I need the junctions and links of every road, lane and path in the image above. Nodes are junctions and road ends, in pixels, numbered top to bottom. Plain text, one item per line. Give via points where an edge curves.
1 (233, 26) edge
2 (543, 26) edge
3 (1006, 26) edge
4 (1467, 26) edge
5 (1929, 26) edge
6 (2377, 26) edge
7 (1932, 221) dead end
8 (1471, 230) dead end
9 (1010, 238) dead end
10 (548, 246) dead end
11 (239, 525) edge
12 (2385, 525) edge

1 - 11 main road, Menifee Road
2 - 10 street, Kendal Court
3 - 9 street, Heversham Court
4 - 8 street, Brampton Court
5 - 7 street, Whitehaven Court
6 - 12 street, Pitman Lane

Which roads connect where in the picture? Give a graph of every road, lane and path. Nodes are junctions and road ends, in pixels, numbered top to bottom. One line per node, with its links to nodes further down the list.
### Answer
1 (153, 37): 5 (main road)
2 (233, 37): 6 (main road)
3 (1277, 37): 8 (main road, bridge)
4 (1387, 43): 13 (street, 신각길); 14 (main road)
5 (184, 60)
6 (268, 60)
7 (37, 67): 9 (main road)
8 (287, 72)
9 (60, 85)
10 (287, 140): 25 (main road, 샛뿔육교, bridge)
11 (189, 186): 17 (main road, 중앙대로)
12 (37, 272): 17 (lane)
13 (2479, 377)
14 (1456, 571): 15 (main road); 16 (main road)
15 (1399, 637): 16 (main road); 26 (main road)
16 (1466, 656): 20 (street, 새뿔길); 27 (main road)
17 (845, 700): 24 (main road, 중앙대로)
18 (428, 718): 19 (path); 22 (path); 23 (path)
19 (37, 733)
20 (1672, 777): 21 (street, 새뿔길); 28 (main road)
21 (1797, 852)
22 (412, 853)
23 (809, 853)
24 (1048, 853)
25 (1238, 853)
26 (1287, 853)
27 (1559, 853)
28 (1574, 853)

> Problem details:
Copy the records above exactly as written.

> Written reply:
I need the junctions and links of every road, lane and path in the image above. Nodes are junctions and road ends, in pixels, numbered top to bottom. Plain text, one item per line. Give via points where an edge curves.
1 (233, 26) edge
2 (543, 26) edge
3 (1006, 26) edge
4 (1467, 26) edge
5 (1929, 26) edge
6 (2377, 26) edge
7 (1932, 221) dead end
8 (1471, 230) dead end
9 (1010, 238) dead end
10 (548, 246) dead end
11 (239, 525) edge
12 (2385, 525) edge

1 - 11 main road, Menifee Road
2 - 10 street, Kendal Court
3 - 9 street, Heversham Court
4 - 8 street, Brampton Court
5 - 7 street, Whitehaven Court
6 - 12 street, Pitman Lane

Which roads connect where in the picture? Give a graph of every road, lane and path. Nodes are junctions and road ends, in pixels, numbered top to bottom. One line per node, with its links to nodes further down the list.
### Answer
1 (153, 37): 5 (main road)
2 (233, 37): 6 (main road)
3 (1277, 37): 8 (main road, bridge)
4 (1387, 43): 13 (street, 신각길); 14 (main road)
5 (184, 60)
6 (268, 60)
7 (37, 67): 9 (main road)
8 (287, 72)
9 (60, 85)
10 (287, 140): 25 (main road, 샛뿔육교, bridge)
11 (189, 186): 17 (main road, 중앙대로)
12 (37, 272): 17 (lane)
13 (2479, 377)
14 (1456, 571): 15 (main road); 16 (main road)
15 (1399, 637): 16 (main road); 26 (main road)
16 (1466, 656): 20 (street, 새뿔길); 27 (main road)
17 (845, 700): 24 (main road, 중앙대로)
18 (428, 718): 19 (path); 22 (path); 23 (path)
19 (37, 733)
20 (1672, 777): 21 (street, 새뿔길); 28 (main road)
21 (1797, 852)
22 (412, 853)
23 (809, 853)
24 (1048, 853)
25 (1238, 853)
26 (1287, 853)
27 (1559, 853)
28 (1574, 853)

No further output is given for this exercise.